If a pipe has a cross-sectional area of 1 sq. ft. in one section and 1/3 sq. ft. in another section, then water flowing in the 1/3 sq. ft. section will flow at three times the speed of the water in the 1 sq. ft. section. Give an intuitive explanation of why this must be true.

Consider the example in Fig. 2 in which marbles in three channels (or lanes) are fed into a single channel. Let “d” be the diameter of a marble. Then it is intuitively obvious that when a marble in the single channel portion has moved a distance of 3d the marbles in the 3-channel section will have moved a distance of only 1d. Thus if the marbles in the 1 channel section are moving at a rate of 3d per second, then the marbles in the 3 channel section will be flowing at a rate of only 1d per second.
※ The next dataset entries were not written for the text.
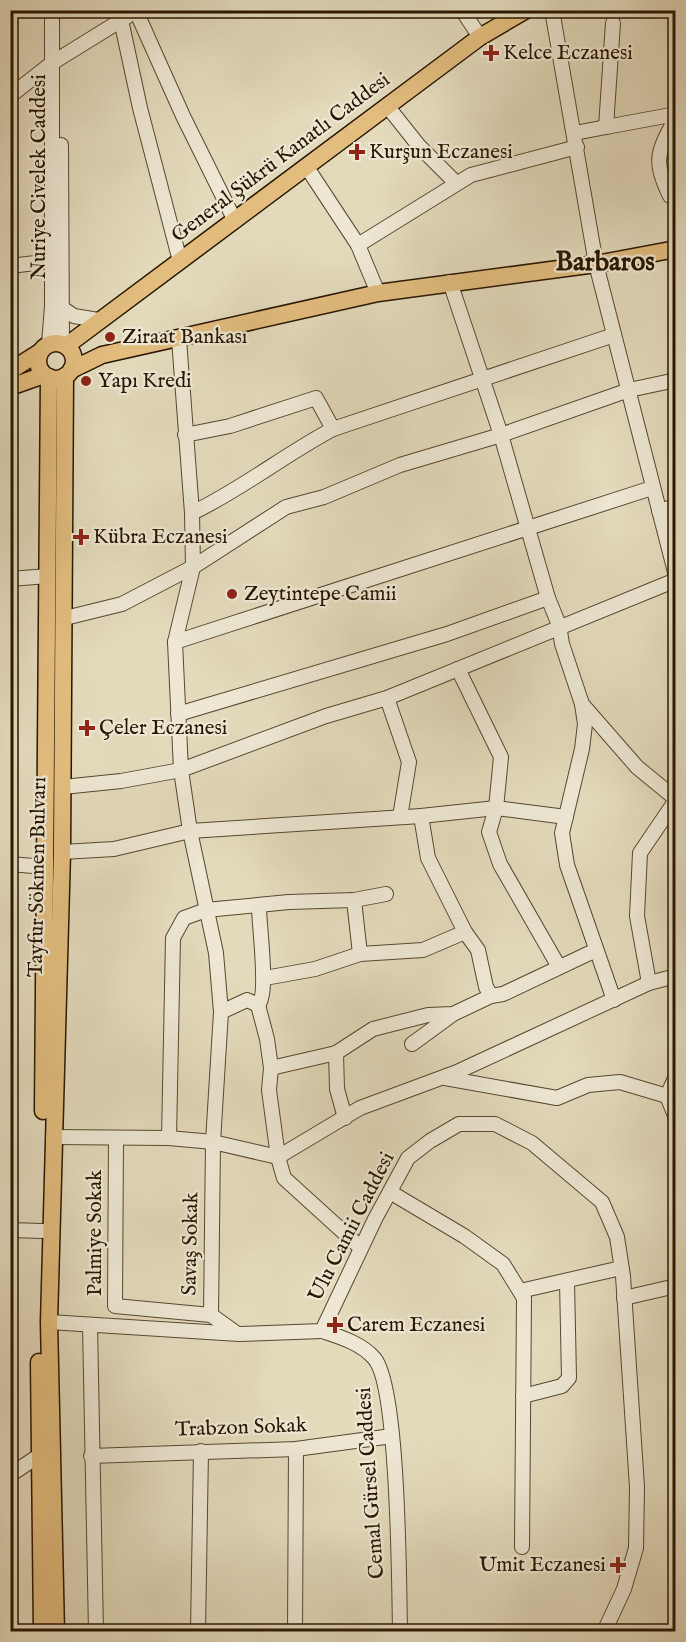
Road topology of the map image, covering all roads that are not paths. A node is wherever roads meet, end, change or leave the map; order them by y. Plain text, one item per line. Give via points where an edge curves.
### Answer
1 (52, 10) edge
2 (61, 10) edge
3 (462, 10) edge
4 (525, 10) edge
5 (552, 10) edge
6 (136, 11) edge
7 (122, 20) junction
8 (613, 23) dead end
9 (480, 37) junction
10 (56, 60) junction
11 (10, 96) edge
12 (388, 107) junction
13 (675, 116) edge
14 (606, 128) junction
15 (575, 133) junction
16 (577, 147) junction
17 (306, 166) junction
18 (455, 182) junction
19 (674, 198) edge
20 (235, 221) junction
21 (358, 245) junction
22 (675, 249) edge
23 (52, 261) junction
24 (180, 261) junction
25 (596, 264) junction
26 (10, 266) edge
27 (450, 282) junction
28 (378, 293) junction
29 (62, 308) junction
30 (98, 320) junction
31 (614, 335) junction
32 (178, 339) junction
33 (54, 347) junction
34 (10, 370) edge
35 (57, 374) junction
36 (481, 379) junction
37 (675, 380) edge
38 (10, 387) edge
39 (629, 390) junction
40 (333, 429) junction
41 (185, 435) junction
42 (501, 435) junction
43 (652, 488) junction
44 (675, 506) edge
45 (659, 511) junction
46 (192, 513) junction
47 (528, 527) junction
48 (193, 567) junction
49 (48, 576) junction
50 (675, 578) edge
51 (10, 579) edge
52 (548, 598) junction
53 (65, 618) junction
54 (559, 625) junction
55 (175, 642) junction
56 (458, 669) junction
57 (387, 698) junction
58 (582, 704) junction
59 (178, 714) junction
60 (181, 770) junction
61 (63, 787) junction
62 (675, 799) edge
63 (496, 808) junction
64 (421, 816) junction
65 (400, 817) junction
66 (566, 817) junction
67 (190, 831) junction
68 (62, 852) junction
69 (10, 864) edge
70 (45, 867) junction
71 (386, 894) dead end
72 (354, 900) junction
73 (259, 907) junction
74 (206, 910) junction
75 (465, 932) junction
76 (596, 950) junction
77 (360, 954) junction
78 (559, 968) junction
79 (675, 976) edge
80 (265, 978) junction
81 (649, 983) junction
82 (491, 996) junction
83 (614, 1000) junction
84 (258, 1005) junction
85 (220, 1012) junction
86 (453, 1014) junction
87 (412, 1044) dead end
88 (336, 1053) junction
89 (271, 1068) junction
90 (675, 1076) edge
91 (441, 1077) junction
92 (667, 1096) junction
93 (345, 1118) junction
94 (675, 1118) edge
95 (53, 1137) junction
96 (116, 1138) junction
97 (169, 1138) junction
98 (213, 1142) junction
99 (278, 1157) junction
100 (390, 1192) junction
101 (10, 1230) edge
102 (42, 1231) junction
103 (361, 1248) junction
104 (621, 1268) junction
105 (567, 1281) junction
106 (675, 1286) edge
107 (520, 1292) junction
108 (624, 1298) junction
109 (211, 1315) junction
110 (49, 1322) junction
111 (90, 1325) junction
112 (322, 1331) junction
113 (236, 1333) junction
114 (523, 1396) junction
115 (392, 1436) junction
116 (296, 1449) junction
117 (201, 1451) junction
118 (46, 1455) junction
119 (91, 1456) junction
120 (10, 1475) edge
121 (522, 1547) dead end
122 (42, 1632) edge
123 (56, 1632) edge
124 (96, 1632) edge
125 (198, 1632) edge
126 (295, 1632) edge
127 (400, 1632) edge
128 (604, 1632) edge

1 - 10 street, Nuriye Civelek Caddesi
2 - 10 street, Nuriye Civelek Caddesi
3 - 9 street
4 - 9 main road, General Şükrü Kanatlı Caddesi
5 - 15 street
6 - 7 street
6 - 20 street
7 - 10 street
7 - 24 street via 140,108
8 - 14 street
9 - 12 main road, General Şükrü Kanatlı Caddesi
10 - 11 street
10 - 23 street, Nuriye Civelek Caddesi
10 - 29 street, Nuriye Civelek Caddesi
12 - 17 main road, General Şükrü Kanatlı Caddesi
12 - 18 street
13 - 14 street
13 - 19 street via 658,157 659,173
14 - 15 street
15 - 16 street
16 - 18 street
16 - 25 street
17 - 20 main road, General Şükrü Kanatlı Caddesi
17 - 21 street
18 - 21 street
20 - 24 main road, General Şükrü Kanatlı Caddesi
21 - 28 street
22 - 25 main road
23 - 26 street
23 - 33 street, Nuriye Civelek Caddesi
24 - 30 main road, General Şükrü Kanatlı Caddesi
25 - 27 main road
25 - 31 street
27 - 28 main road
27 - 36 street
28 - 32 main road
29 - 30 street via 74,316
29 - 33 street, Nuriye Civelek Caddesi
30 - 33 main road, General Şükrü Kanatlı Caddesi
31 - 36 street
31 - 39 street
32 - 35 main road via 102,355
32 - 41 street, Savaş Sokak
33 - 34 main road, General Şükrü Kanatlı Caddesi
33 - 35 main road, Nuriye Civelek Caddesi via 39,367
33 - 35 main road, Nuriye Civelek Caddesi via 73,357
35 - 38 main road
35 - 49 main road, Tayfur Sökmen Bulvarı
35 - 53 main road, Tayfur Sökmen Bulvarı
36 - 40 street
36 - 42 street
37 - 39 street
39 - 42 street
39 - 43 street
40 - 41 street via 316,398 230,426
40 - 46 street
41 - 46 street, Savaş Sokak
42 - 47 street
42 - 48 street via 400,465 324,497 286,507
43 - 45 street
43 - 47 street
44 - 45 street
45 - 50 street
46 - 48 street, Savaş Sokak
47 - 52 street
47 - 55 street
48 - 53 street via 122,604
48 - 55 street, Savaş Sokak
49 - 51 street
49 - 70 main road, Tayfur Sökmen Bulvarı
50 - 54 street
52 - 54 street
52 - 59 street via 447,634
53 - 61 main road, Tayfur Sökmen Bulvarı
54 - 56 street
54 - 58 street
55 - 59 street, Savaş Sokak
56 - 57 street
56 - 63 street via 501,757
57 - 60 street via 326,716
57 - 65 street via 409,762
58 - 62 street via 637,767
58 - 66 street via 585,724
59 - 60 street, Savaş Sokak
60 - 61 street
60 - 67 street, Savaş Sokak
61 - 68 main road, Tayfur Sökmen Bulvarı
62 - 81 street via 640,853 637,916
63 - 64 street
63 - 66 street
63 - 78 street via 489,832 500,864
64 - 65 street
64 - 75 street via 428,858
65 - 67 street
66 - 76 street via 562,833 567,865
67 - 68 street via 114,849
67 - 74 street, Savaş Sokak
68 - 95 main road, Tayfur Sökmen Bulvarı
69 - 70 street
70 - 102 main road, Tayfur Sökmen Bulvarı
71 - 72 street
72 - 73 street
72 - 77 street
73 - 74 street
73 - 80 street via 260,960
74 - 85 street, Savaş Sokak via 216,953
74 - 97 street via 184,918 173,938
75 - 77 street via 423,950
75 - 82 street via 478,950
76 - 78 street
76 - 83 street
77 - 80 street via 315,969
78 - 82 street
79 - 81 street
80 - 84 street
81 - 83 street
82 - 86 street
83 - 91 street
84 - 85 street via 247,1000
84 - 89 street
85 - 98 street, Savaş Sokak
86 - 87 street
86 - 88 street via 428,1015 373,1029
88 - 89 street
88 - 93 street via 337,1089
89 - 99 street via 269,1090
90 - 92 street
91 - 92 street via 557,1098 588,1085 620,1082
91 - 93 street via 360,1108
92 - 94 street
93 - 99 street
95 - 96 street
95 - 110 main road, Tayfur Sökmen Bulvarı
96 - 97 street
96 - 109 street, Palmiye Sokak via 115,1306
97 - 98 street
98 - 99 street
98 - 109 street, Savaş Sokak
99 - 103 street via 284,1178
100 - 103 street, Ulu Camii Caddesi
100 - 104 street, Ulu Camii Caddesi via 408,1158 430,1141 459,1124 495,1124 532,1143 602,1202 617,1237
100 - 107 street via 503,1264
101 - 102 street
102 - 118 main road, Tayfur Sökmen Bulvarı
103 - 112 street, Ulu Camii Caddesi
104 - 105 street
104 - 108 street, Ulu Camii Caddesi
105 - 107 street
105 - 114 street via 569,1378 562,1386
106 - 108 street
107 - 114 street via 524,1298
108 - 128 street, Ulu Camii Caddesi via 637,1487 636,1548 624,1589
109 - 113 street, Savaş Sokak
110 - 111 street, Ulu Camii Caddesi
110 - 118 main road, Tayfur Sökmen Bulvarı
111 - 113 street, Ulu Camii Caddesi
111 - 119 street
112 - 113 street, Ulu Camii Caddesi
112 - 115 street, Cemal Gürsel Caddesi via 346,1338 374,1358 385,1376
114 - 121 street
115 - 116 street, Trabzon Sokak
115 - 127 street, Cemal Gürsel Caddesi
116 - 117 street, Trabzon Sokak
116 - 126 street
117 - 119 street, Trabzon Sokak
117 - 125 street
118 - 120 street
118 - 122 main road, Tayfur Sökmen Bulvarı
118 - 123 main road, Tayfur Sökmen Bulvarı
119 - 124 street

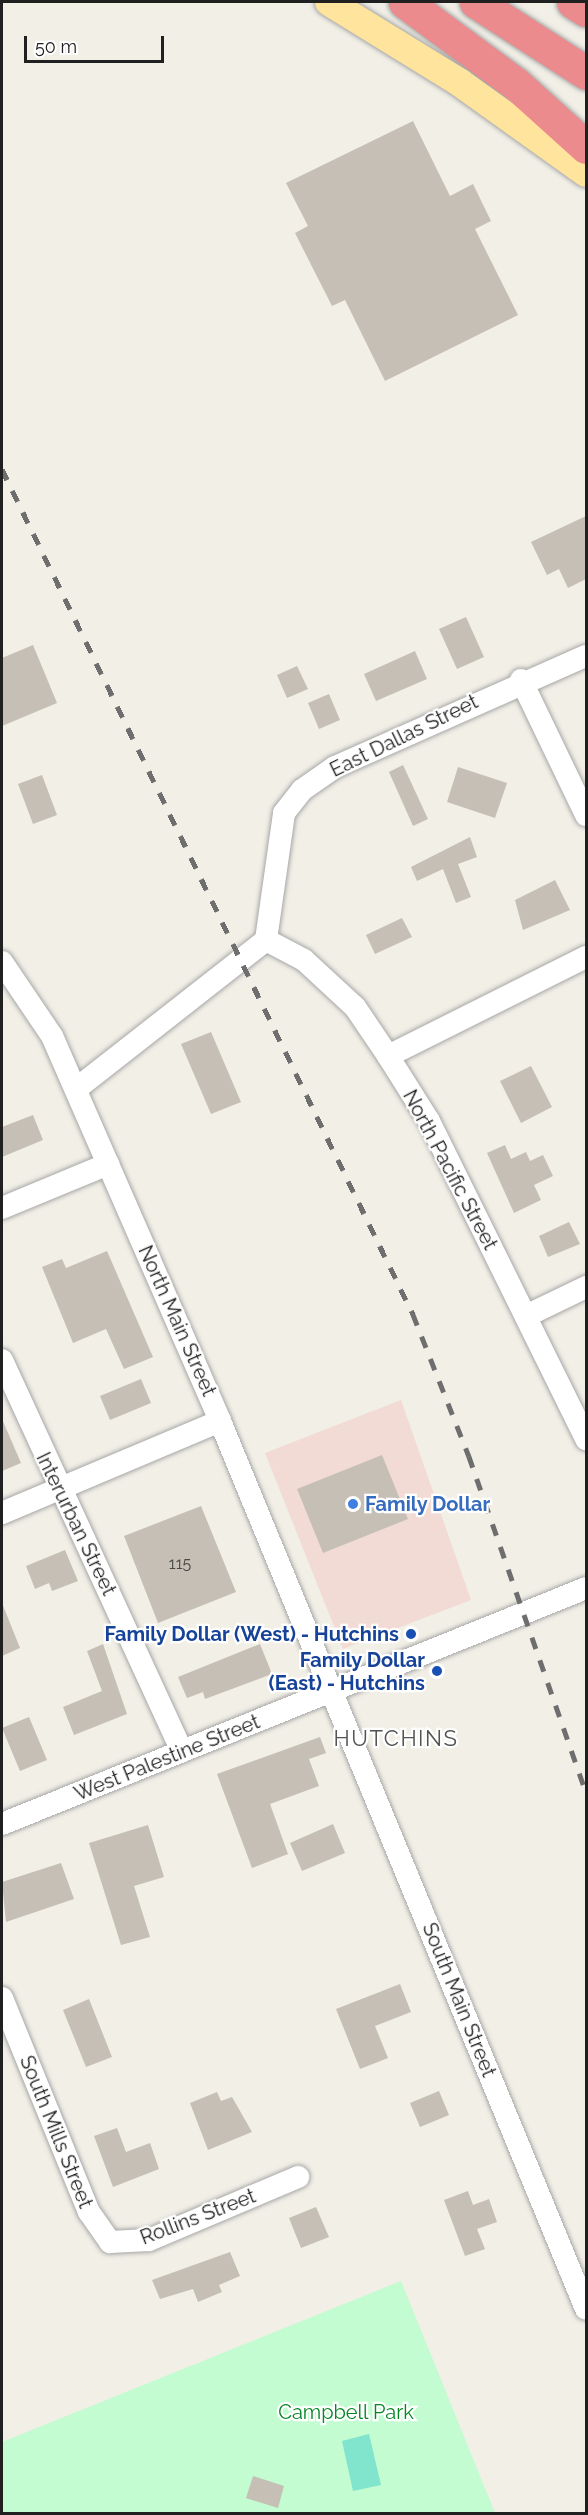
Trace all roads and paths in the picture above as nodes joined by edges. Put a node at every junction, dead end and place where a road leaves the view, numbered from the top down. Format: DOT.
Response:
graph roads {
  1 [pos="329,2"];
  2 [pos="405,2"];
  3 [pos="476,2"];
  4 [pos="573,2"];
  5 [pos="586,10"];
  6 [pos="586,73"];
  7 [pos="586,147"];
  8 [pos="586,173"];
  9 [pos="586,656"];
  10 [pos="521,680"];
  11 [pos="586,815"];
  12 [pos="266,940"];
  13 [pos="586,957"];
  14 [pos="2,962"];
  15 [pos="388,1056"];
  16 [pos="76,1089"];
  17 [pos="108,1164"];
  18 [pos="2,1208"];
  19 [pos="586,1287"];
  20 [pos="526,1316"];
  21 [pos="2,1360"];
  22 [pos="220,1420"];
  23 [pos="586,1439"];
  24 [pos="57,1489"];
  25 [pos="2,1513"];
  26 [pos="586,1588"];
  27 [pos="332,1691"];
  28 [pos="182,1752"];
  29 [pos="2,1824"];
  30 [pos="2,1998"];
  31 [pos="298,2177"];
  32 [pos="99,2232"];
  33 [pos="586,2309"];
  1 -- 8 [label="main road"];
  2 -- 7 [label="highway"];
  3 -- 6 [label="highway"];
  4 -- 5 [label="highway"];
  9 -- 10 [label="street, East Dallas Street"];
  10 -- 11 [label="street"];
  10 -- 12 [label="street, East Dallas Street"];
  12 -- 15 [label="street, North Pacific Street"];
  12 -- 16 [label="street"];
  13 -- 15 [label="street"];
  14 -- 16 [label="street, North Main Street"];
  15 -- 20 [label="street, North Pacific Street"];
  16 -- 17 [label="street, North Main Street"];
  17 -- 18 [label="street"];
  17 -- 22 [label="street, North Main Street"];
  19 -- 20 [label="street"];
  20 -- 23 [label="street, North Pacific Street"];
  21 -- 24 [label="street, Interurban Street"];
  22 -- 24 [label="street"];
  22 -- 27 [label="street, North Main Street"];
  24 -- 25 [label="street"];
  24 -- 28 [label="street, Interurban Street"];
  26 -- 27 [label="street, West Palestine Street"];
  27 -- 28 [label="street, West Palestine Street"];
  27 -- 33 [label="street, South Main Street"];
  28 -- 29 [label="street, West Palestine Street"];
  30 -- 32 [label="street, South Mills Street"];
  31 -- 32 [label="street, Rollins Street"];
}
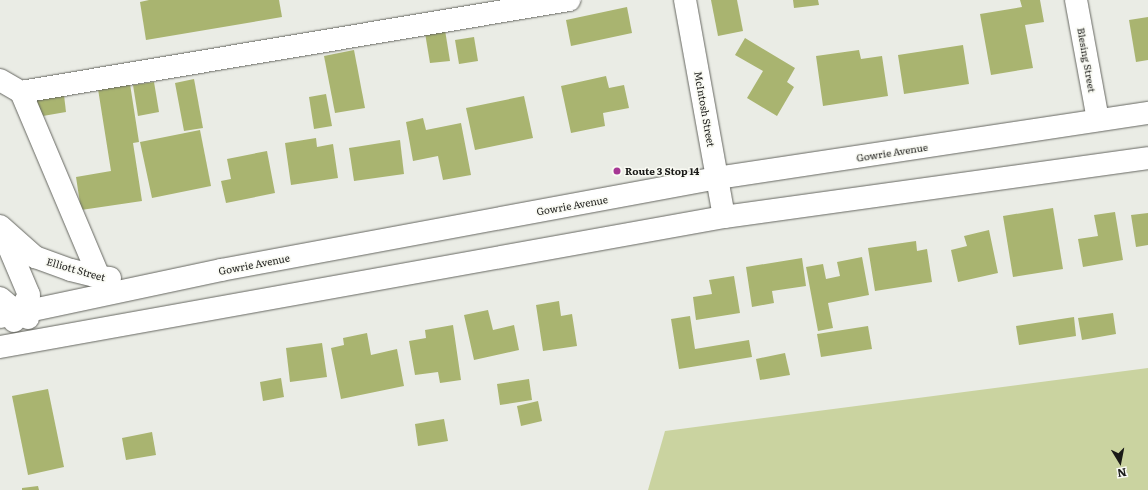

Consider now the fluid flow shown in Fig. 3 where the cross-sectional area at point 1 is A1 and at point 2 is A2. In time t, the fluid at point 1 will advance a distance of d1 = V1t and a volume of liquid equal to A1d1 = A1V1t will pass point 1. Similarly, the volume of fluid passing point 2 in time t will be A2V2t. The volume of fluid passing points 1 and 2 in time t must be equal so

A1V1t = A2V2t

and

A1V1 = A2V2

which is the equation of continuity for the steady flow of an incompressible liquid.